What I was missing was the concept of inventory. Whenever there is a handoff between two steps, there may be an accumulation of inventory. That is where the extra time is; we have 100 items waiting to be welded, so each item will have to wait for the 100 items in front of it to be processed first. That will take 4500 minutes, or about 75 hours. There are two items waiting for painting, so that is 1 hour of time there, and the 5 items waiting to be packed add 2.5 hours of time.

So the total time is 75 + 1 + 2.5 = 78.5 hours of lag + 3 hours of processing = 81.5 hours, or a little over 10 days.

<aside>

Why is inventory bad?

Inventory is bad, let me count the ways:

  1. It ties up a lot of capital; we have invested money in the raw materials and the labor to create the intermediate state. If the inventory was lower, we could deploy that capital elsewhere or we could improve our return on investment.
  2. We don’t know how good it is. If our component assembly starts producing poor-quality items, it will be nearly 10 days until we find out, and we will have to throw away/rework a lot of expensive items.
  3. The items in inventory represent things that we think we need, but our plans may change during that time, leaving us with intermediate items that are of little use.
  4. We have to pay to store it, track it, move it around, etc.

</aside>

The diagram I’ve created is a very simple version of a value stream map. And the times I used are pretty conservative; it isn’t uncommon for the end-to-end time of a single item to be measured in months.

We’re going to put aside the amount of inventory for a moment, and focus on the steps.

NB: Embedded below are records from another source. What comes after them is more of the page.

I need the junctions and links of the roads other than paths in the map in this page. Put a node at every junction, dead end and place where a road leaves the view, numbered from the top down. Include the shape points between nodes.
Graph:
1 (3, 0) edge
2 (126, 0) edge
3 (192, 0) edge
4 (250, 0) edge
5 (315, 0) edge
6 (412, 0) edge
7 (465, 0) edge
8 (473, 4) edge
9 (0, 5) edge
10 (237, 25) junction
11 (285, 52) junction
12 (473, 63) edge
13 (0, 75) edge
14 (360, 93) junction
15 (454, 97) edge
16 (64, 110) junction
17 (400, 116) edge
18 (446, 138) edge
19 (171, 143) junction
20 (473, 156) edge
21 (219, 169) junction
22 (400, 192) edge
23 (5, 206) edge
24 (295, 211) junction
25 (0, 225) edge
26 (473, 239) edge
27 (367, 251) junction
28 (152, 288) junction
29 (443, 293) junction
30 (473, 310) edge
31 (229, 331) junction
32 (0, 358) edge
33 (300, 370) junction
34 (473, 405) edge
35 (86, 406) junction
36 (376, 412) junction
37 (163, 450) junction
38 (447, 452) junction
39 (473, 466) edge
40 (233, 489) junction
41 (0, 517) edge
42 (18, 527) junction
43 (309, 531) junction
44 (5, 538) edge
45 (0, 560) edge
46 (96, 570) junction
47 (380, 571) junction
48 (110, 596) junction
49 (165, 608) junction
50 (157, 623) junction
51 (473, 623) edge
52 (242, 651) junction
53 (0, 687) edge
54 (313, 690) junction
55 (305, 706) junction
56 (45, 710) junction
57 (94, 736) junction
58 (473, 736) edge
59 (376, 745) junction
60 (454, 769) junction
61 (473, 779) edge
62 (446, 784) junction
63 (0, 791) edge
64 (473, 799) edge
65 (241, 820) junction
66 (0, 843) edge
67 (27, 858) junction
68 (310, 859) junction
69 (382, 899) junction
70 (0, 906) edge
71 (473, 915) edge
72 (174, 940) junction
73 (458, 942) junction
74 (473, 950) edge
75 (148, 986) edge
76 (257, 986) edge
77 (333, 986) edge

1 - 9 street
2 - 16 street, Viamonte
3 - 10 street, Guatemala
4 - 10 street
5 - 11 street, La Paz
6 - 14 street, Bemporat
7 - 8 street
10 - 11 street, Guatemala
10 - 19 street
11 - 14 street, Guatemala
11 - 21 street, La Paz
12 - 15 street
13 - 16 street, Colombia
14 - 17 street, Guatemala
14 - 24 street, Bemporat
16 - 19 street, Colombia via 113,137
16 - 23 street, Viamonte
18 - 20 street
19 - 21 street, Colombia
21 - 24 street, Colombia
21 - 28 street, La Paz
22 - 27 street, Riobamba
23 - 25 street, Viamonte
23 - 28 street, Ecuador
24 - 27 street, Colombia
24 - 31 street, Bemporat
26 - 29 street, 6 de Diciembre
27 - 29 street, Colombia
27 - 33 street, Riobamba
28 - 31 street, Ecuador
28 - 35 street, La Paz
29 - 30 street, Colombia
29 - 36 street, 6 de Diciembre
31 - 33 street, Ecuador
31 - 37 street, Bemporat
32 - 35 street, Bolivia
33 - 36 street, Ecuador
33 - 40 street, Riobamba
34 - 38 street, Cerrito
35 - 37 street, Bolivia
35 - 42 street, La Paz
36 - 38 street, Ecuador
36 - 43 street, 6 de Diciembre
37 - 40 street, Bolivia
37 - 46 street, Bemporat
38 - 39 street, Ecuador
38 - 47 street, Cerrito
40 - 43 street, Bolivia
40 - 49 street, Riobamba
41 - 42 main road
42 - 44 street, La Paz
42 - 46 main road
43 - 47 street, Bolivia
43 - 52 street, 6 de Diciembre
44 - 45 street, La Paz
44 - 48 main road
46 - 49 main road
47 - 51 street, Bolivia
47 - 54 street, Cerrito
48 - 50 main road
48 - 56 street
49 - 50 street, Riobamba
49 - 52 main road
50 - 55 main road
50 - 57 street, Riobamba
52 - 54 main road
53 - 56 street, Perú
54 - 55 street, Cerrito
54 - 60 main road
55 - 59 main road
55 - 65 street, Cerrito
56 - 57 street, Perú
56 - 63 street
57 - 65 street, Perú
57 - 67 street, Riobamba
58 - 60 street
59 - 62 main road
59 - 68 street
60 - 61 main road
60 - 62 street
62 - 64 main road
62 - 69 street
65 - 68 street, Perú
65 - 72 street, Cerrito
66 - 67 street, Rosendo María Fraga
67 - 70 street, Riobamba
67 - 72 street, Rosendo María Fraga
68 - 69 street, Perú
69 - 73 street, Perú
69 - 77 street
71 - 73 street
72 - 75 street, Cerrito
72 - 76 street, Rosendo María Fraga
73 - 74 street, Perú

Now, can we make it better?

Do we know where we are slow?

The answer is “yes”. Looking at the diagram, we can tell that we have an issue with the welding process. You can do it mathematically; component assembly is capable of creating 3 items per hour, but welding can only do 1.3 items per house. Or, you can just look for the places where inventory piles up in the factory.

Saying welding is slow is really a misstatement; there may be absolutely nothing wrong with the welding process; what we have discovered is that the welding process is a bottleneck in our system. Because it is the slowest step, it is constraining the output of the system to be – at best – one item every 45 minutes.

That concept is why the theory of constraints is named what it is – we have a constraint, and it controls the output of the whole system.

Let’s now cast our minds back to my earlier assertion that “everybody get better” programs don’t work, and see whether this diagram can shed any light on the situation. What happens to the system if we improve the speed of component assembly, painting, or packaging?

That’s right, pretty much nothing. Which leads to:

Thought #2: If you aren’t addressing the bottleneck, you won’t improve the overall system performance

Given that few groups know what their bottlenecks are, it’s not surprising that their attempts at optimization don’t improve their system performance.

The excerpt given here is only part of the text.